Rather, he said, “strong prayer is needed. Humble and strong prayer that enables Jesus to carry out the miracle.”

Highlighting the importance of faith in Christ, he told of how an Argentine girl who fell ill and was expected to live but a few hours was miraculously healed after her father prayed intensely for her.

“Her father, an electrician, a man of faith … took a bus to the Marian shrine of Lujan, 70 kilometers (43 miles) away.”

“He finally arrived after 9:00 p.m., when everything was closed. And he began to pray to Our Lady, with his hands gripping the iron fence and he prayed, and prayed, and wept, and prayed … and that’s the way he remained all night long,” Pope Francis added.

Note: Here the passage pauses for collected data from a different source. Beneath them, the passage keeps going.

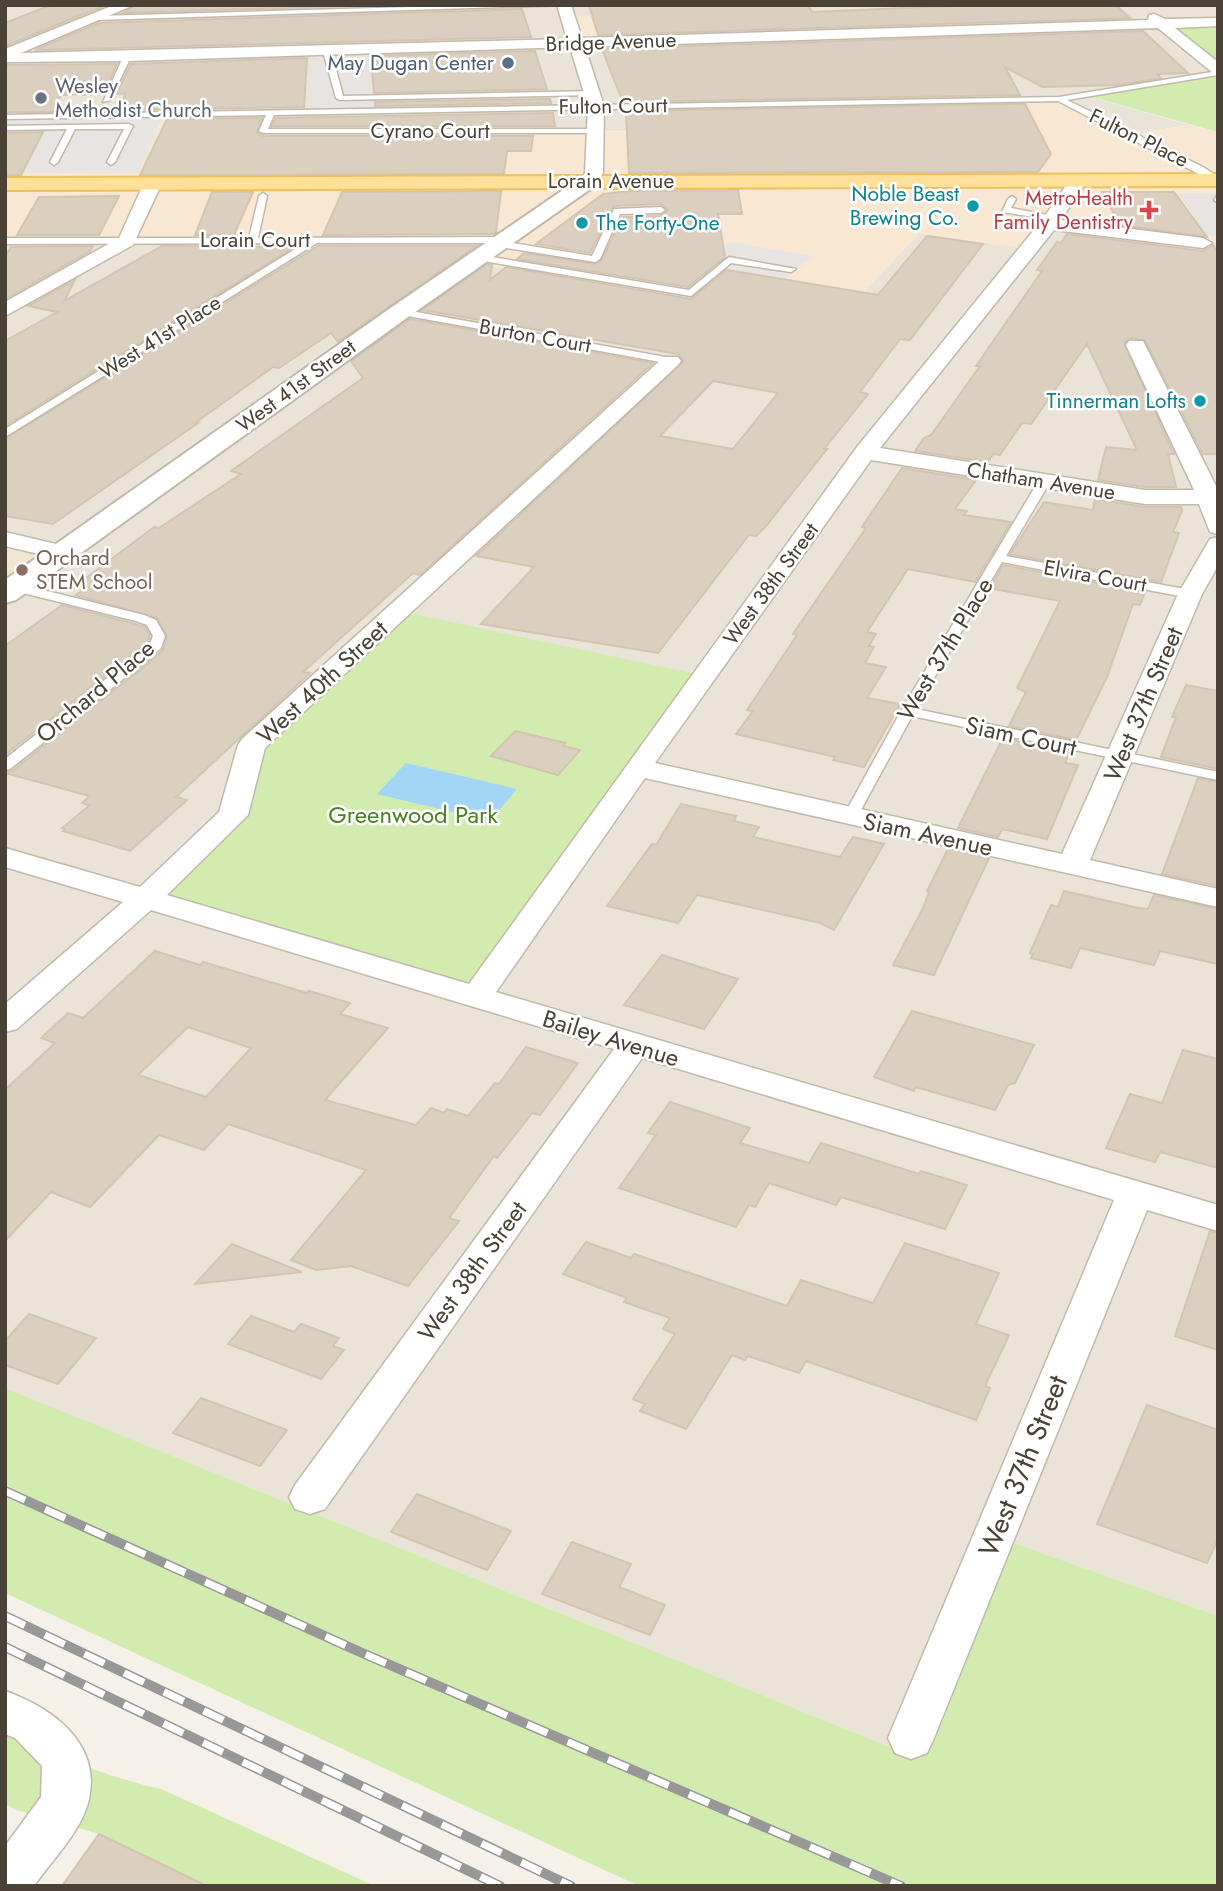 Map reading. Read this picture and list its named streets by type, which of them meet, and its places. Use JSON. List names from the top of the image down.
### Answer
{
  "streets": {
    "main road": ["Lorain Avenue"],
    "street": [
      "Bridge Avenue",
      "West 41st Street",
      "Chatham Avenue",
      "West 38th Street",
      "West 40th Street",
      "West 37th Street",
      "Siam Avenue",
      "Bailey Avenue"
    ],
    "lane": [
      "Fulton Court",
      "Cyrano Court",
      "Fulton Place",
      "Lorain Court",
      "Burton Court",
      "West 41st Place",
      "Elvira Court",
      "West 37th Place",
      "Orchard Place",
      "Siam Court"
    ]
  },
  "crossings": [
    ["Fulton Court", "Cyrano Court"],
    ["Fulton Court", "Fulton Place"],
    ["Fulton Place", "Lorain Avenue"],
    ["Lorain Avenue", "West 41st Street"],
    ["Lorain Avenue", "West 38th Street"],
    ["Lorain Court", "West 41st Place"],
    ["Lorain Court", "West 41st Street"],
    ["Burton Court", "West 41st Street"],
    ["Burton Court", "West 40th Street"],
    ["West 41st Street", "Orchard Place"],
    ["Chatham Avenue", "West 38th Street"],
    ["Chatham Avenue", "West 37th Place"],
    ["Elvira Court", "West 37th Place"],
    ["Elvira Court", "West 37th Street"],
    ["West 38th Street", "Siam Avenue"],
    ["West 38th Street", "Bailey Avenue"],
    ["West 37th Place", "Siam Court"],
    ["West 37th Place", "Siam Avenue"],
    ["West 40th Street", "Bailey Avenue"],
    ["West 37th Street", "Siam Court"],
    ["West 37th Street", "Siam Avenue"],
    ["West 37th Street", "Bailey Avenue"]
  ],
  "parks": ["Greenwood Park"],
  "places": {
    "other": [
      "May Dugan Center",
      "Wesley Methodist Church",
      "Noble Beast Brewing Co.",
      "The Forty-One",
      "Tinnerman Lofts",
      "Orchard STEM School"
    ],
    "health": ["MetroHealth Family Dentistry"]
  }
} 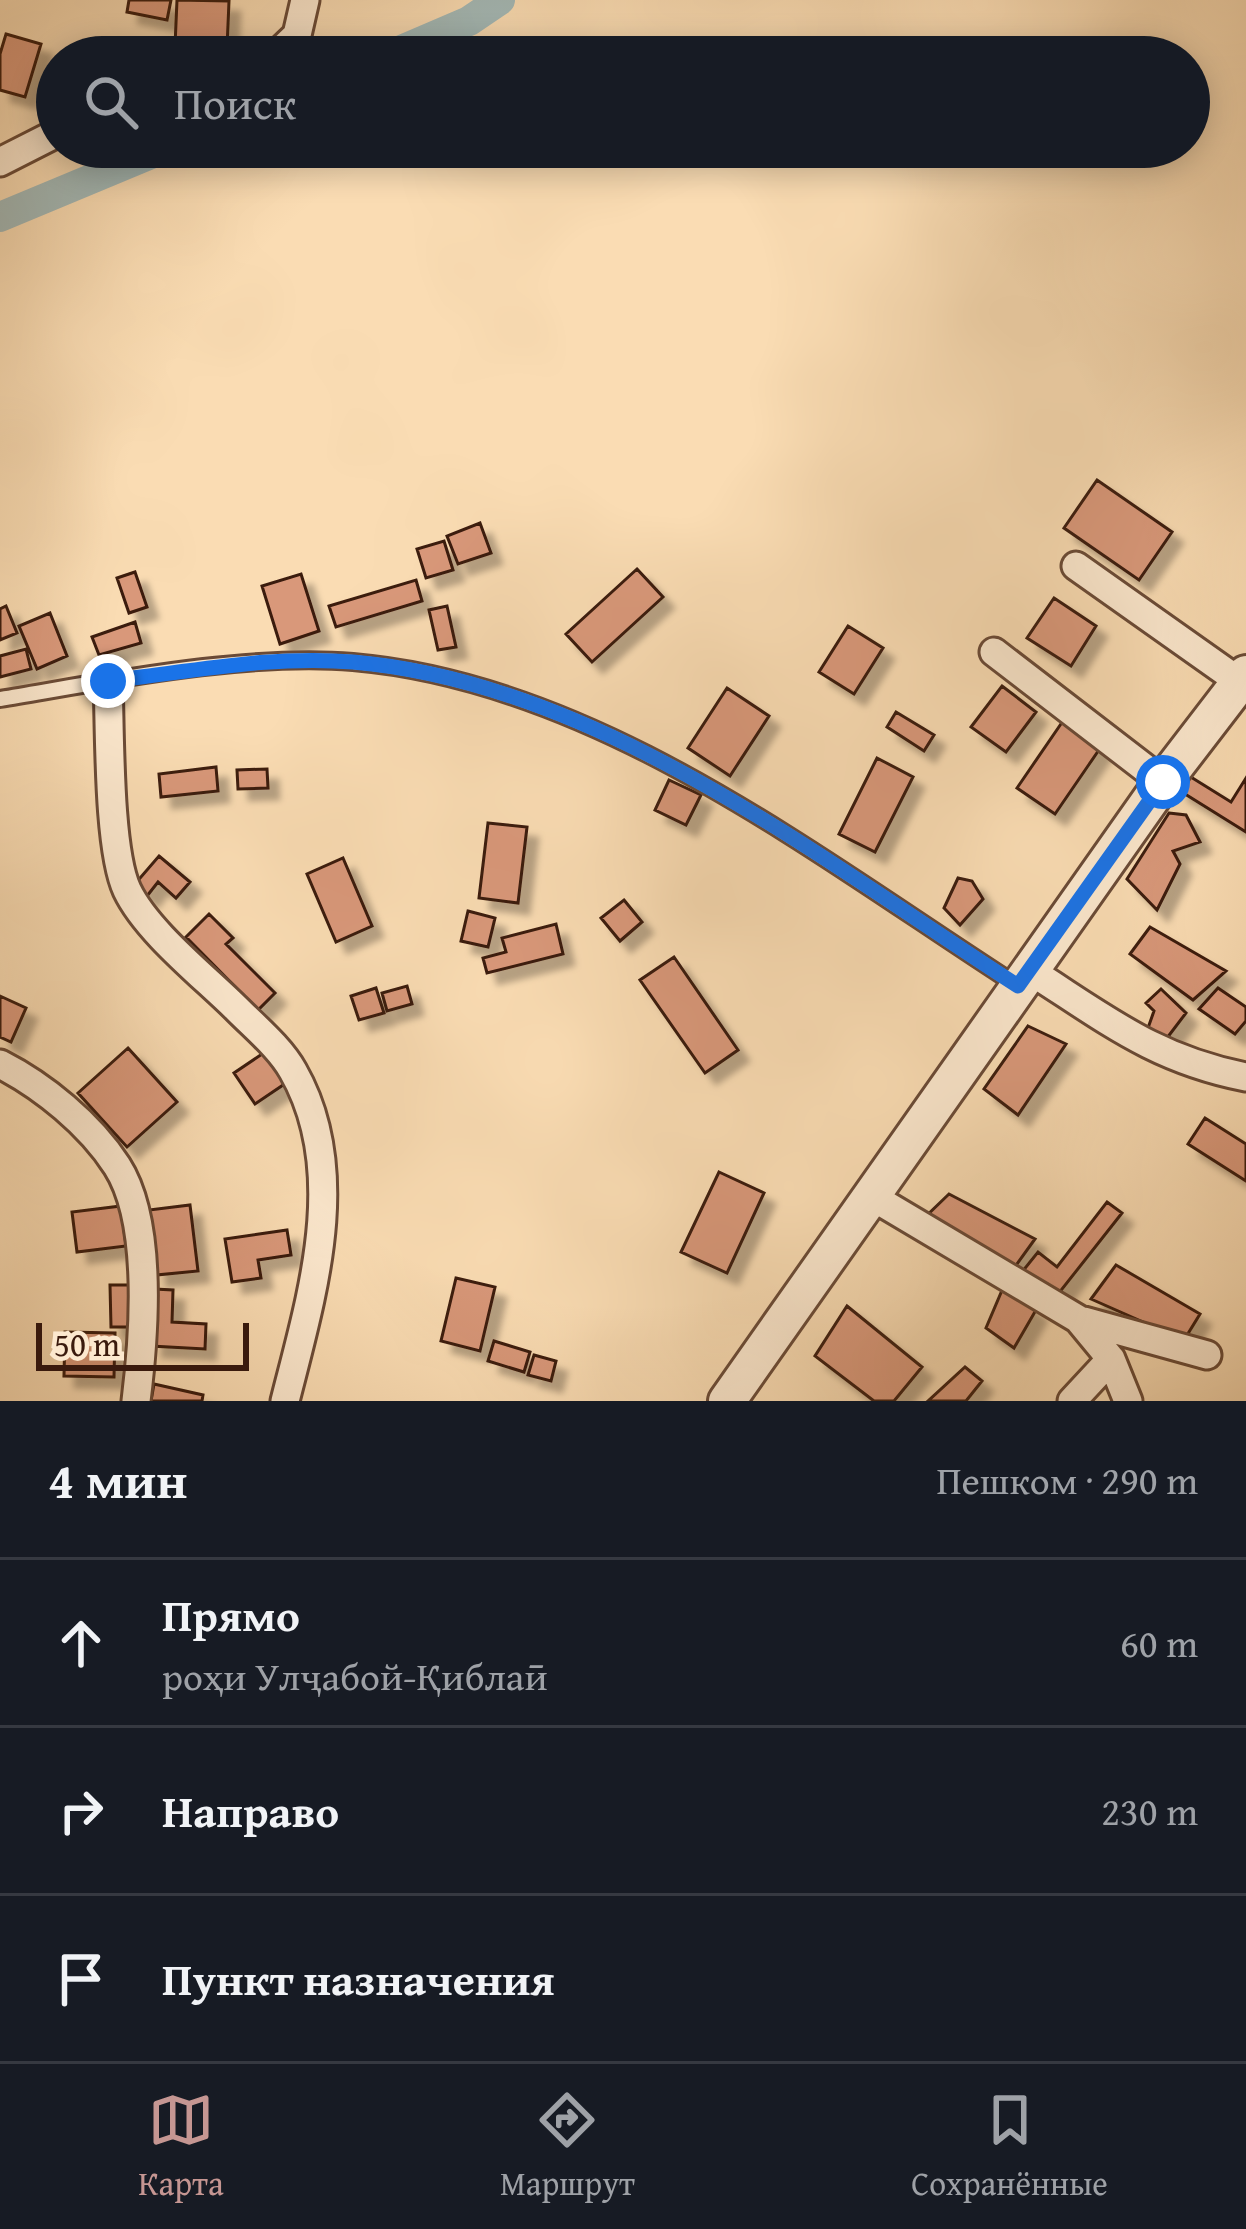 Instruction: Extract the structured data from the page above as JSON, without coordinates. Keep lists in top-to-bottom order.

The man returned to the hospital the following morning and found his wife weeping. She told him that the doctors came and said the fever was gone and that she would live.

“This still happens,” the Pope reminded his listeners. “Miracles do happen.”

Pope Francis was reflecting on the day's Gospel, which recounts the disciples’ failure to heal a child, and Jesus intervenes saying everything is possible for those who have faith.

According to him, a prayer for a miracle must be “an involved prayer, a prayer that unites us all.”

He took as models the prayer of Abraham, “who struggled with the Lord” to save Sodom and Gomorrah, and Moses' prayer, when he “held his hands high and tired himself out.”

“When people ask us to pray for the many people who suffer in wars, all refugees … pray. But with your heart to the Lord,” he exhorted.

“Do it, but tell him, 'Lord, I believe, help my unbelief.'”

The pontiff stated there is disbelief when “the heart will not open, when the heart is closed, when the heart wants to have everything under control.”

“It is a heart, then, that does not open and does not give control of things to Jesus,” he concluded. “Prayer does wonders, but we have to believe.”